Additionally, most blood tests are based on what is called spectrophotometry method. What this method does is first you find something that reacts to and changes the colour of the solution. So say you have glucose (blood sugar) and you add something called Horseradish peroxidase. In the solution you have, you could have something to change the colour when glucose is reacted. The colour change can increase with more glucose. After the colour change, you shine a light through the solution and on the other side detects how much light has gone through. Depending on the colour change (some reactions turn clear too), this then is used to measure the amount of a substance. So say glucose reacts to the horseradish peroxidase and turns the solution redder.
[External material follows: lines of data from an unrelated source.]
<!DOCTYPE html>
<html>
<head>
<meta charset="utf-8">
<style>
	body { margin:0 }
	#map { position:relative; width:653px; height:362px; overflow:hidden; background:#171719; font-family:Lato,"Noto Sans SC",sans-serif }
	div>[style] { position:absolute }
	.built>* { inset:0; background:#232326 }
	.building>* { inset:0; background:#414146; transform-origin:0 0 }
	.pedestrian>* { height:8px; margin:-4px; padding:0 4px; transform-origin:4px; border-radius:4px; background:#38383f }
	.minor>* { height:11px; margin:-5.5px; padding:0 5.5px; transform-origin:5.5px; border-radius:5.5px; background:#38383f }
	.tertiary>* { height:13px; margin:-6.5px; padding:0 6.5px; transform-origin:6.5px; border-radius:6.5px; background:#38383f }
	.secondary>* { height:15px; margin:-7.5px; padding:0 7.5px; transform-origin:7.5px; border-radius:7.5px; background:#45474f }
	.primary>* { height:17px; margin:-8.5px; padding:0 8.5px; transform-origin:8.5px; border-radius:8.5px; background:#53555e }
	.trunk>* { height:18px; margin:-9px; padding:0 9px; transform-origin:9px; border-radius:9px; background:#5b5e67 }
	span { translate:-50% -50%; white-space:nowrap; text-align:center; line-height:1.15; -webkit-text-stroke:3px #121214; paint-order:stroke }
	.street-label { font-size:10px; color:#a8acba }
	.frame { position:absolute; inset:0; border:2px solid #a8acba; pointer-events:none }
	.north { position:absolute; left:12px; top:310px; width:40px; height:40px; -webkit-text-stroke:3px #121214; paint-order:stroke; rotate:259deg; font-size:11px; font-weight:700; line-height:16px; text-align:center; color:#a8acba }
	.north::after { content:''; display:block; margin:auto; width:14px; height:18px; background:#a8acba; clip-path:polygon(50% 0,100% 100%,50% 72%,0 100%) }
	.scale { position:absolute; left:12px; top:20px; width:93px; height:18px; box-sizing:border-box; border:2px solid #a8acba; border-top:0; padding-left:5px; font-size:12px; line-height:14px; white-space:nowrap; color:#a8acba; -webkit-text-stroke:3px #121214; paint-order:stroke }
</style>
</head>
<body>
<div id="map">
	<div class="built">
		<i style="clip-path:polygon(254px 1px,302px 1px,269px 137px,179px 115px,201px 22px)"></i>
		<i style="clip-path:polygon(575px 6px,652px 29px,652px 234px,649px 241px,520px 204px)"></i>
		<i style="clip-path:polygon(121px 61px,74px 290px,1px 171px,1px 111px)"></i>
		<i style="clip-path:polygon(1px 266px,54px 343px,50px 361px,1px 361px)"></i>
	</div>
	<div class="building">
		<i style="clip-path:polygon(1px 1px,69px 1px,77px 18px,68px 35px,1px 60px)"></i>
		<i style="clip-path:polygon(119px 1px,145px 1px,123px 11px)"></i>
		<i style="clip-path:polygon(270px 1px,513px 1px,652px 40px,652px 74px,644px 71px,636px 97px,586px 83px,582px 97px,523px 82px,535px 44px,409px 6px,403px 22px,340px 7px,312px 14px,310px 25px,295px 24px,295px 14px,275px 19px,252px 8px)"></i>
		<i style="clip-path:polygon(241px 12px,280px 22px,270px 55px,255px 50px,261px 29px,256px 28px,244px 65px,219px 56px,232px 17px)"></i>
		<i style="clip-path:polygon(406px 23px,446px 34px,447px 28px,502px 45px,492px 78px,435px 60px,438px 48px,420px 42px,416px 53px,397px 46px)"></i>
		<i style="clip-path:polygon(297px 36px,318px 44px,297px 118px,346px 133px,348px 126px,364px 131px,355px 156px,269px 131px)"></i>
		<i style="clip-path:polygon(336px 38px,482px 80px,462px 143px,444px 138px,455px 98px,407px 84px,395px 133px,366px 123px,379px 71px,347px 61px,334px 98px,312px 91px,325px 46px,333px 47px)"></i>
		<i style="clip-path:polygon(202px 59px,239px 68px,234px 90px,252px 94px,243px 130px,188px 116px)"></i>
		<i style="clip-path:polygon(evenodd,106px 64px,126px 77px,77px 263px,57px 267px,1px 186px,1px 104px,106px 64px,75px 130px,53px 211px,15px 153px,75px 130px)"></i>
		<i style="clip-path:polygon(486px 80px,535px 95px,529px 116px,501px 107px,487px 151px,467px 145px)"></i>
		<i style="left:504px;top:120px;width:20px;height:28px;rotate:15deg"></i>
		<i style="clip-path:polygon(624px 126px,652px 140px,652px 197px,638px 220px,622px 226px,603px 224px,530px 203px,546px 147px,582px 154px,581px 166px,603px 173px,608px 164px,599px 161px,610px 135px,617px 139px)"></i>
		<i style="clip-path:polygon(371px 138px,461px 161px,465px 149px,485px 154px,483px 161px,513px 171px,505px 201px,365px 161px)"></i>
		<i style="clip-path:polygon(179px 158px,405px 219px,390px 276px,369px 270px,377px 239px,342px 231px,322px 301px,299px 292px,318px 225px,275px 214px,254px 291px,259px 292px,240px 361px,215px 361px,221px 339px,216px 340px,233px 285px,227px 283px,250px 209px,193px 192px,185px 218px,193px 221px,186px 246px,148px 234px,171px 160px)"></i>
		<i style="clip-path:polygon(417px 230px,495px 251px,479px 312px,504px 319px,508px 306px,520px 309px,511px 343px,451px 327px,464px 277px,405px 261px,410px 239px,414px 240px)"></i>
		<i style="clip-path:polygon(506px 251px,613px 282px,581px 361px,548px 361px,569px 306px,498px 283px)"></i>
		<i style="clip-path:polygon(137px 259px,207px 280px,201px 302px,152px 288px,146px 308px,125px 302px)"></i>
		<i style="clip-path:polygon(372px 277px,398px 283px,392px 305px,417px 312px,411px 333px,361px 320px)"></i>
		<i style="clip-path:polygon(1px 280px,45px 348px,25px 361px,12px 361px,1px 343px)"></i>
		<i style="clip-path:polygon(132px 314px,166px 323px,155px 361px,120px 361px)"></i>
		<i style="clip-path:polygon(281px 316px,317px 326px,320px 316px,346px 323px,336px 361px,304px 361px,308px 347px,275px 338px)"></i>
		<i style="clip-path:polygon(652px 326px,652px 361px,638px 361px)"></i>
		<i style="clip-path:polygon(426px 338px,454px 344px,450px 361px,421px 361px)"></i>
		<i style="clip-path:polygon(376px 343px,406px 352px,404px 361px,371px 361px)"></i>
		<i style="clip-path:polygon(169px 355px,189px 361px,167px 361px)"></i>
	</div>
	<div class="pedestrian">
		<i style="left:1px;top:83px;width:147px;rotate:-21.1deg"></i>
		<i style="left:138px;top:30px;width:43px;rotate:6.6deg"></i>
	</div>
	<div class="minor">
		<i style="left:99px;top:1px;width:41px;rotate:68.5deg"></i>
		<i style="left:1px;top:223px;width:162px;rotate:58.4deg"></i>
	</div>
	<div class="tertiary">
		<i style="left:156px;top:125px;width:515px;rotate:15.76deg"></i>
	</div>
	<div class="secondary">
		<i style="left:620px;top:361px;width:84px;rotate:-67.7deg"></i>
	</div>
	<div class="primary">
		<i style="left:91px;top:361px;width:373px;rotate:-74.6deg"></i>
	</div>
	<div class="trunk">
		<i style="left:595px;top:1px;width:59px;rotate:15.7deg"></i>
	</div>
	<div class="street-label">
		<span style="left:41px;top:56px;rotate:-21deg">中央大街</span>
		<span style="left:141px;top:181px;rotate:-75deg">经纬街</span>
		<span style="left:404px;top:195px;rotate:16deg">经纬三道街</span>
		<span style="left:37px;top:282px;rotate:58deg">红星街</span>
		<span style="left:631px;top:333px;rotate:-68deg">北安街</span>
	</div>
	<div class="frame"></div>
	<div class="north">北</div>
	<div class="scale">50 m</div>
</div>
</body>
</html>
You could shine red light (a specific wavelength of light) and because less red ligh goes through, the detector detects less red light, which is associated with a higher glucose value.* The problem here is every single chemistry test uses different enzymes, colour reactions, absorption parameters yet uses the exact same blood sample. How do you miniturize that into a small analyzer?

*Each reaction is completely different. I cant tell you the exact reaction for horseradish peroxidase. Red was a random colour chosen

So with the above, you have a problem. If you have ordered multiple tests, how do you have enough blood to split this up to measure light through? Additionally, spectrophotometric methods require cuvettes that require minimum volumes. Granted, they have become smaller each year, but they are still a challenge. The smallest thing that is out is called a Abaxis Piccolo, which comes in a tiny disk and can run a decent number of tests. There are Abbott iStats too. But these only run one test at a time with one sample.

PCR is different. It takes a piece of DNA and replicates it multiple times to detect it. This means you can copy DNA enough to be able to detect it. We cant do that with glucose, cholesterol, blood enzymes etc.